Directions for this task: Lines before the one containing "Please list the" are left out. Retype that line and the rest through the end of the material exactly.

Excerpted records:
++++++++

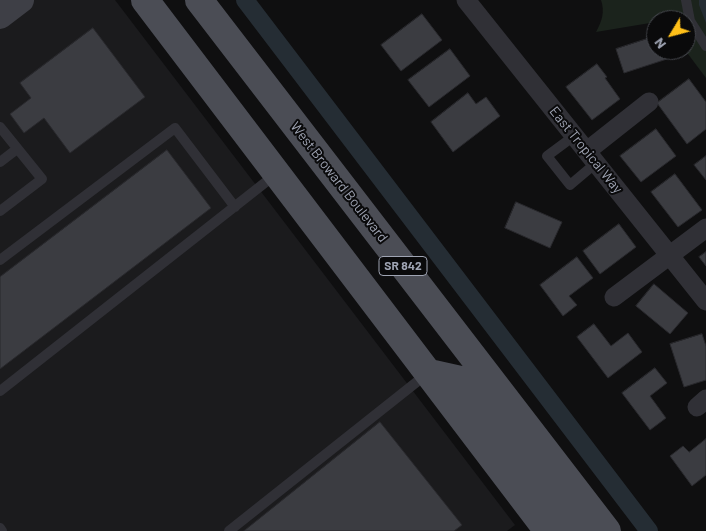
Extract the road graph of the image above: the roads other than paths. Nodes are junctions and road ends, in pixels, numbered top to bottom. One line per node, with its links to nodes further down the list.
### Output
1 (21, 0): 6 (street)
2 (146, 0): 14 (main road, SR 842)
3 (200, 0): 29 (main road, West Broward Boulevard / SR 842)
4 (466, 0): 10 (street, East Tropical Way)
5 (686, 0): 7 (lane)
6 (0, 16)
7 (706, 46)
8 (648, 102): 12 (street)
9 (0, 127): 11 (lane)
10 (574, 136): 12 (street, East Tropical Way); 12 (lane)
11 (17, 149): 13 (lane); 16 (lane)
12 (592, 157): 18 (street, East Tropical Way)
13 (0, 162)
14 (277, 174): 15 (lane); 22 (main road, SR 842)
15 (235, 207): 19 (lane); 23 (lane)
16 (0, 211)
17 (706, 228): 18 (street)
18 (670, 254): 20 (street); 21 (street, East Tropical Way)
19 (0, 260)
20 (614, 297)
21 (706, 300)
22 (429, 372): 26 (lane); 27 (main road, SR 842); 28 (main road)
23 (0, 392)
24 (0, 528): 25 (lane)
25 (2, 531)
26 (229, 531)
27 (548, 531)
28 (578, 531)
29 (607, 531)

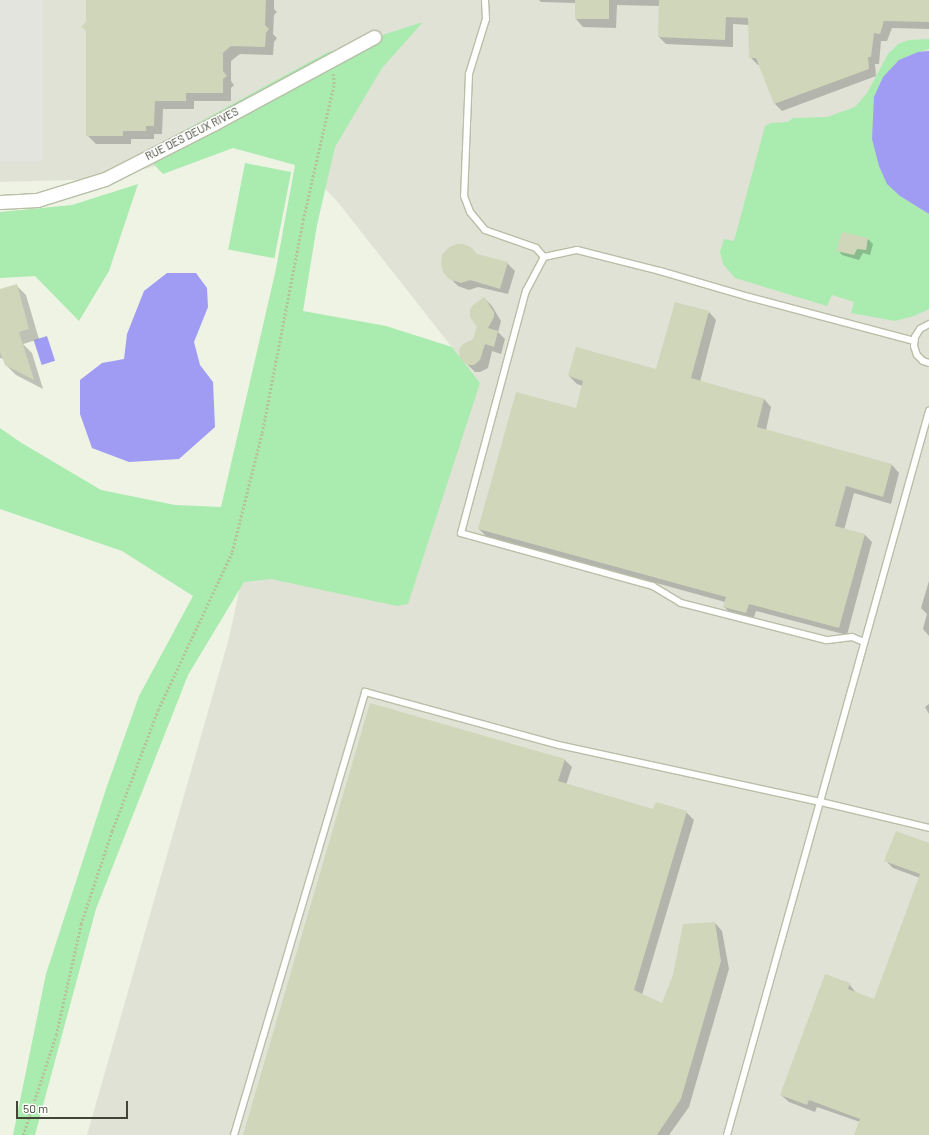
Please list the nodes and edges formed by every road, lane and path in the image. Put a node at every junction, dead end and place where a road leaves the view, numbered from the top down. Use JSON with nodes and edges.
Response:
{"nodes":[{"id":1,"x":485,"y":0,"type":"edge"},
{"id":2,"x":374,"y":37,"type":"dead end"},
{"id":3,"x":332,"y":60,"type":"junction"},
{"id":4,"x":0,"y":202,"type":"edge"},
{"id":5,"x":544,"y":257,"type":"junction"},
{"id":6,"x":929,"y":324,"type":"edge"},
{"id":7,"x":914,"y":340,"type":"junction"},
{"id":8,"x":929,"y":363,"type":"edge"},
{"id":9,"x":929,"y":411,"type":"edge"},
{"id":10,"x":864,"y":642,"type":"junction"},
{"id":11,"x":821,"y":802,"type":"junction"},
{"id":12,"x":929,"y":828,"type":"edge"},
{"id":13,"x":23,"y":1135,"type":"edge"},
{"id":14,"x":234,"y":1135,"type":"edge"},
{"id":15,"x":727,"y":1135,"type":"edge"}],
"edges":[{"from":1,"to":5,"type":"lane"},
{"from":2,"to":3,"type":"street","name":"RUE DES DEUX RIVES"},
{"from":3,"to":4,"type":"street","name":"RUE DES DEUX RIVES"},
{"from":3,"to":13,"type":"path"},
{"from":5,"to":7,"type":"lane"},
{"from":5,"to":10,"type":"lane"},
{"from":6,"to":7,"type":"lane"},
{"from":7,"to":8,"type":"lane"},
{"from":9,"to":10,"type":"lane"},
{"from":10,"to":11,"type":"lane"},
{"from":11,"to":12,"type":"lane"},
{"from":11,"to":14,"type":"lane"},
{"from":11,"to":15,"type":"lane"}]}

++++++++

Task response:
Please list the nodes and edges formed by every road, lane and path in the image. Put a node at every junction, dead end and place where a road leaves the view, numbered from the top down. Use JSON with nodes and edges.
Response:
{"nodes":[{"id":1,"x":485,"y":0,"type":"edge"},
{"id":2,"x":374,"y":37,"type":"dead end"},
{"id":3,"x":332,"y":60,"type":"junction"},
{"id":4,"x":0,"y":202,"type":"edge"},
{"id":5,"x":544,"y":257,"type":"junction"},
{"id":6,"x":929,"y":324,"type":"edge"},
{"id":7,"x":914,"y":340,"type":"junction"},
{"id":8,"x":929,"y":363,"type":"edge"},
{"id":9,"x":929,"y":411,"type":"edge"},
{"id":10,"x":864,"y":642,"type":"junction"},
{"id":11,"x":821,"y":802,"type":"junction"},
{"id":12,"x":929,"y":828,"type":"edge"},
{"id":13,"x":23,"y":1135,"type":"edge"},
{"id":14,"x":234,"y":1135,"type":"edge"},
{"id":15,"x":727,"y":1135,"type":"edge"}],
"edges":[{"from":1,"to":5,"type":"lane"},
{"from":2,"to":3,"type":"street","name":"RUE DES DEUX RIVES"},
{"from":3,"to":4,"type":"street","name":"RUE DES DEUX RIVES"},
{"from":3,"to":13,"type":"path"},
{"from":5,"to":7,"type":"lane"},
{"from":5,"to":10,"type":"lane"},
{"from":6,"to":7,"type":"lane"},
{"from":7,"to":8,"type":"lane"},
{"from":9,"to":10,"type":"lane"},
{"from":10,"to":11,"type":"lane"},
{"from":11,"to":12,"type":"lane"},
{"from":11,"to":14,"type":"lane"},
{"from":11,"to":15,"type":"lane"}]}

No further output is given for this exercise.